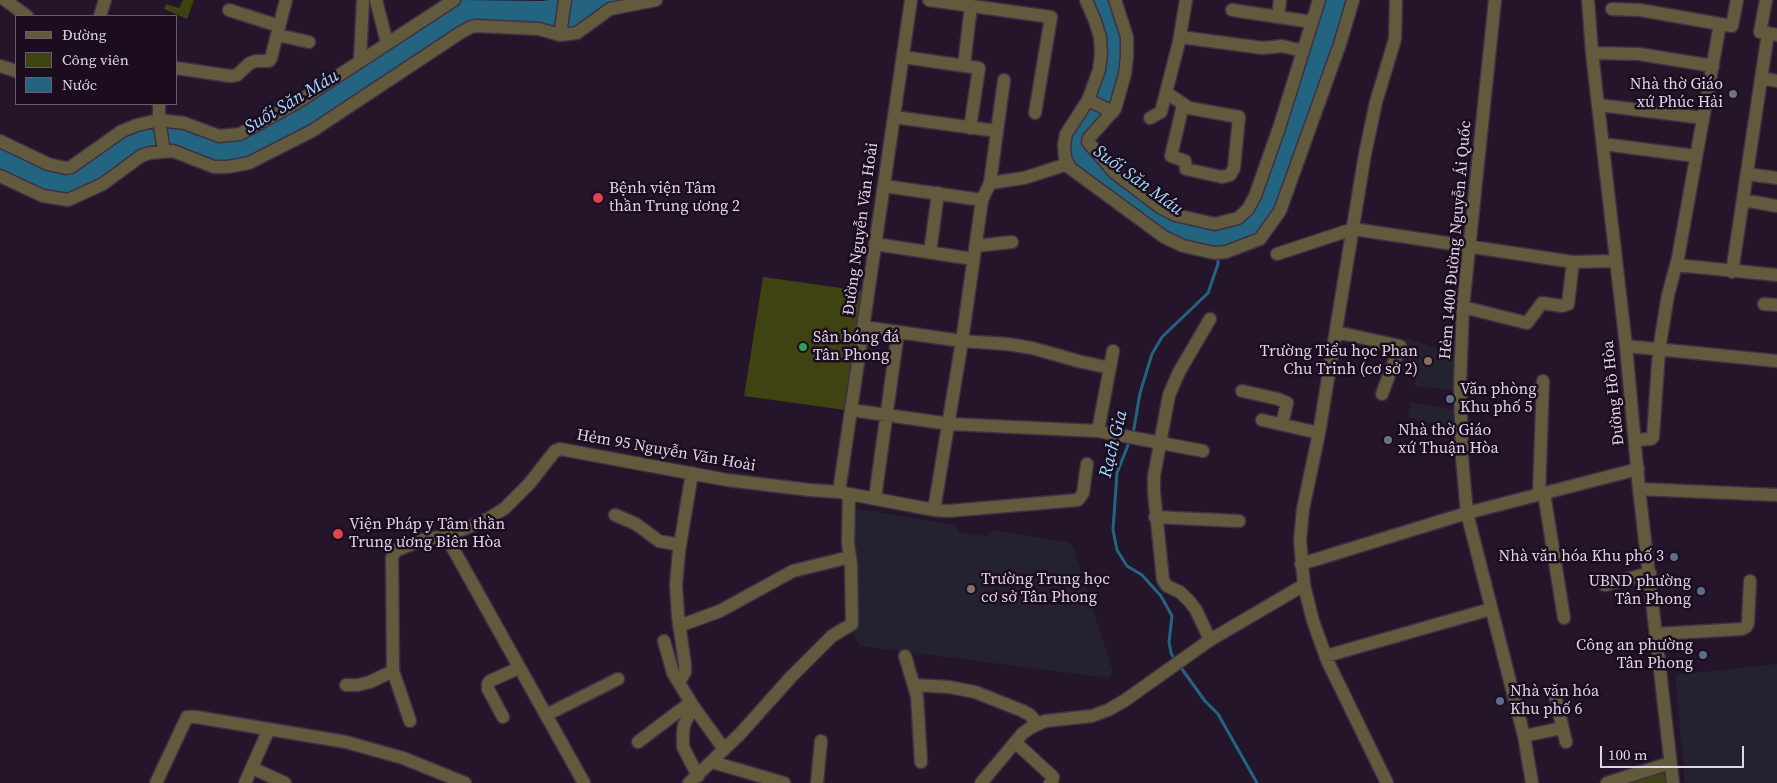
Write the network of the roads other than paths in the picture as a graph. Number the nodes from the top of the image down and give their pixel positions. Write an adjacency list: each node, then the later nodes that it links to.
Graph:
1 (5, 0): 26 (street)
2 (104, 0): 27 (street)
3 (286, 0): 31 (street)
4 (363, 0): 40 (street)
5 (376, 0): 36 (street)
6 (454, 0): 36 (street)
7 (565, 0): 33 (street)
8 (656, 0): 33 (street)
9 (911, 0): 39 (street, Đường Nguyễn Văn Hoài)
10 (930, 0): 22 (street)
11 (1086, 0): 50 (street)
12 (1116, 0): 54 (street)
13 (1186, 0): 34 (street)
14 (1280, 0): 28 (street)
15 (1319, 0): 29 (street)
16 (1353, 0): 66 (street)
17 (1396, 0): 76 (street)
18 (1495, 0): 80 (street, Hẻm 1400 Đường Nguyễn Ái Quốc)
19 (1588, 0): 38 (street, Đường Hồ Hòa)
20 (1737, 0): 30 (street)
21 (1766, 0): 32 (street)
22 (971, 6): 41 (street); 55 (street)
23 (1612, 9): 30 (street)
24 (229, 10): 31 (street)
25 (1232, 10): 28 (street)
26 (26, 15)
27 (100, 15)
28 (1278, 17): 29 (street)
29 (1312, 22): 37 (street)
30 (1720, 24): 43 (street)
31 (278, 30): 35 (street); 44 (street)
32 (1773, 34): 46 (street)
33 (560, 35): 64 (street)
34 (1180, 37): 37 (street); 49 (street)
35 (310, 42)
36 (387, 43): 40 (street)
37 (1303, 51): 54 (street)
38 (1592, 53): 43 (street); 53 (street, Đường Hồ Hòa)
39 (903, 56): 41 (street); 56 (street, Đường Nguyễn Văn Hoài)
40 (360, 61): 59 (street)
41 (964, 65): 60 (street)
42 (0, 66): 45 (street)
43 (1713, 66): 58 (street)
44 (178, 68)
45 (15, 71)
46 (1761, 78): 48 (street); 67 (street)
47 (1004, 80): 61 (street)
48 (1777, 81)
49 (1166, 92): 52 (street); 57 (street)
50 (1088, 100): 54 (street); 66 (street)
51 (159, 105): 59 (street)
52 (1183, 105): 52 (street)
53 (1599, 105): 58 (street); 63 (street, Đường Hồ Hòa)
54 (1113, 112)
55 (1035, 113)
56 (894, 117): 60 (street); 71 (street, Đường Nguyễn Văn Hoài)
57 (1150, 118)
58 (1703, 118): 65 (street)
59 (159, 120): 62 (street); 64 (street)
60 (970, 128): 61 (street)
61 (997, 131): 70 (street)
62 (0, 141)
63 (1604, 144): 65 (street); 84 (street, Đường Hồ Hòa)
64 (164, 151): 68 (street)
65 (1695, 156): 86 (street)
66 (1068, 164): 70 (street)
67 (1747, 174): 69 (street); 74 (street)
68 (0, 176)
69 (1777, 178)
70 (990, 183): 73 (street)
71 (884, 186): 72 (street); 78 (street, Đường Nguyễn Văn Hoài)
72 (938, 193): 73 (street); 81 (street)
73 (982, 200): 79 (street)
74 (1743, 200): 75 (street); 87 (street)
75 (1777, 206)
76 (1353, 229): 80 (street); 82 (street); 95 (street)
77 (1012, 242): 79 (street)
78 (876, 244): 81 (street); 93 (street, Đường Nguyễn Văn Hoài)
79 (975, 246): 83 (street)
80 (1469, 246): 85 (street); 91 (street, Hẻm 1400 Đường Nguyễn Ái Quốc)
81 (930, 252): 83 (street)
82 (1277, 254)
83 (973, 259): 96 (street)
84 (1615, 261): 85 (street); 97 (street, Đường Hồ Hòa)
85 (1573, 262): 91 (street)
86 (1676, 265): 87 (street); 98 (street)
87 (1732, 272): 88 (street)
88 (1777, 275)
89 (1764, 304): 90 (street)
90 (1777, 305)
91 (1462, 307): 124 (street, Hẻm 1400 Đường Nguyễn Ái Quốc)
92 (1210, 319): 113 (street)
93 (863, 327): 94 (street); 105 (street, Đường Nguyễn Văn Hoài)
94 (898, 332): 96 (street); 106 (street)
95 (1336, 332): 104 (street); 111 (street)
96 (962, 342): 101 (street); 108 (street)
97 (1626, 346): 98 (street); 112 (street, Đường Hồ Hòa)
98 (1659, 350): 100 (street); 112 (street)
99 (1113, 351): 101 (street)
100 (1777, 361)
101 (1110, 368): 110 (street)
102 (1543, 381): 120 (street)
103 (1242, 391): 109 (street)
104 (1382, 394)
105 (851, 410): 106 (street); 119 (street, Đường Nguyễn Văn Hoài)
106 (886, 415): 108 (street); 122 (street)
107 (1262, 420): 109 (street)
108 (948, 424): 110 (street); 123 (street)
109 (1282, 424): 111 (street)
110 (1098, 431): 113 (street)
111 (1319, 433): 131 (street)
112 (1635, 440): 116 (street, Đường Hồ Hòa)
113 (1160, 442): 114 (street); 126 (street)
114 (1203, 451)
115 (1087, 464): 123 (street, Hẻm 95 Nguyễn Văn Hoài)
116 (1638, 469): 118 (street, Đường Hồ Hòa); 120 (street)
117 (692, 473): 119 (street, Hẻm 95 Nguyễn Văn Hoài); 128 (street, Hẻm 95 Nguyễn Văn Hoài); 129 (street)
118 (1639, 488): 121 (street); 132 (street, Đường Hồ Hòa)
119 (844, 493): 122 (street, Hẻm 95 Nguyễn Văn Hoài); 130 (street, Đường Nguyễn Văn Hoài)
120 (1541, 494): 124 (street); 137 (street)
121 (1777, 495)
122 (874, 498): 123 (street, Hẻm 95 Nguyễn Văn Hoài)
123 (934, 510)
124 (1467, 513): 131 (street); 136 (street, Hẻm 1400 Đường Nguyễn Ái Quốc)
125 (615, 515): 129 (street)
126 (1155, 517): 127 (street); 140 (street)
127 (1239, 521)
128 (446, 536): 144 (street); 145 (street, Hẻm 95 Nguyễn Văn Hoài)
129 (680, 545): 138 (street)
130 (850, 557): 138 (street); 163 (street, Đường Nguyễn Văn Hoài)
131 (1301, 564): 134 (street)
132 (1650, 573): 135 (street); 139 (street, Đường Hồ Hòa)
133 (1750, 581): 139 (street)
134 (1304, 585): 140 (street); 143 (street)
135 (1605, 585)
136 (1491, 609): 143 (street); 158 (street, Hẻm 1400 Đường Nguyễn Ái Quốc)
137 (1564, 618)
138 (679, 626): 147 (street)
139 (1656, 634): 166 (street, Đường Hồ Hòa)
140 (1210, 640): 155 (street)
141 (664, 641): 147 (street)
142 (905, 656): 149 (street)
143 (1326, 656): 178 (street)
144 (520, 668): 152 (street); 153 (street)
145 (393, 671): 148 (street); 154 (street)
146 (618, 679): 152 (street)
147 (679, 682): 151 (street)
148 (346, 685)
149 (914, 685): 155 (street); 165 (street)
150 (1554, 691): 157 (street)
151 (692, 704): 160 (street); 163 (street); 168 (street)
152 (546, 715): 173 (street)
153 (503, 717)
154 (410, 720)
155 (1038, 724): 161 (street)
156 (269, 728): 167 (street); 169 (street); 170 (street)
157 (1562, 728): 158 (street); 162 (street)
158 (1524, 736): 179 (street, Hẻm 1400 Đường Nguyễn Ái Quốc)
159 (821, 741): 175 (street)
160 (638, 742)
161 (1015, 742): 176 (street); 177 (street)
162 (1566, 742)
163 (724, 750): 164 (street)
164 (712, 762): 168 (street); 174 (street)
165 (920, 762)
166 (1670, 763): 180 (street); 181 (street, Đường Hồ Hòa)
167 (252, 768): 171 (street); 172 (street)
168 (693, 779)
169 (460, 782)
170 (156, 783)
171 (245, 783)
172 (285, 783)
173 (584, 783)
174 (784, 783)
175 (817, 783)
176 (981, 783)
177 (1050, 783)
178 (1387, 783)
179 (1532, 783)
180 (1607, 783)
181 (1673, 783)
# # # # # # #
Task item: Search the data above for "Quốc" and copy every line where it turns up.

Task output:
18 (1495, 0): 80 (street, Hẻm 1400 Đường Nguyễn Ái Quốc)
80 (1469, 246): 85 (street); 91 (street, Hẻm 1400 Đường Nguyễn Ái Quốc)
91 (1462, 307): 124 (street, Hẻm 1400 Đường Nguyễn Ái Quốc)
124 (1467, 513): 131 (street); 136 (street, Hẻm 1400 Đường Nguyễn Ái Quốc)
136 (1491, 609): 143 (street); 158 (street, Hẻm 1400 Đường Nguyễn Ái Quốc)
158 (1524, 736): 179 (street, Hẻm 1400 Đường Nguyễn Ái Quốc)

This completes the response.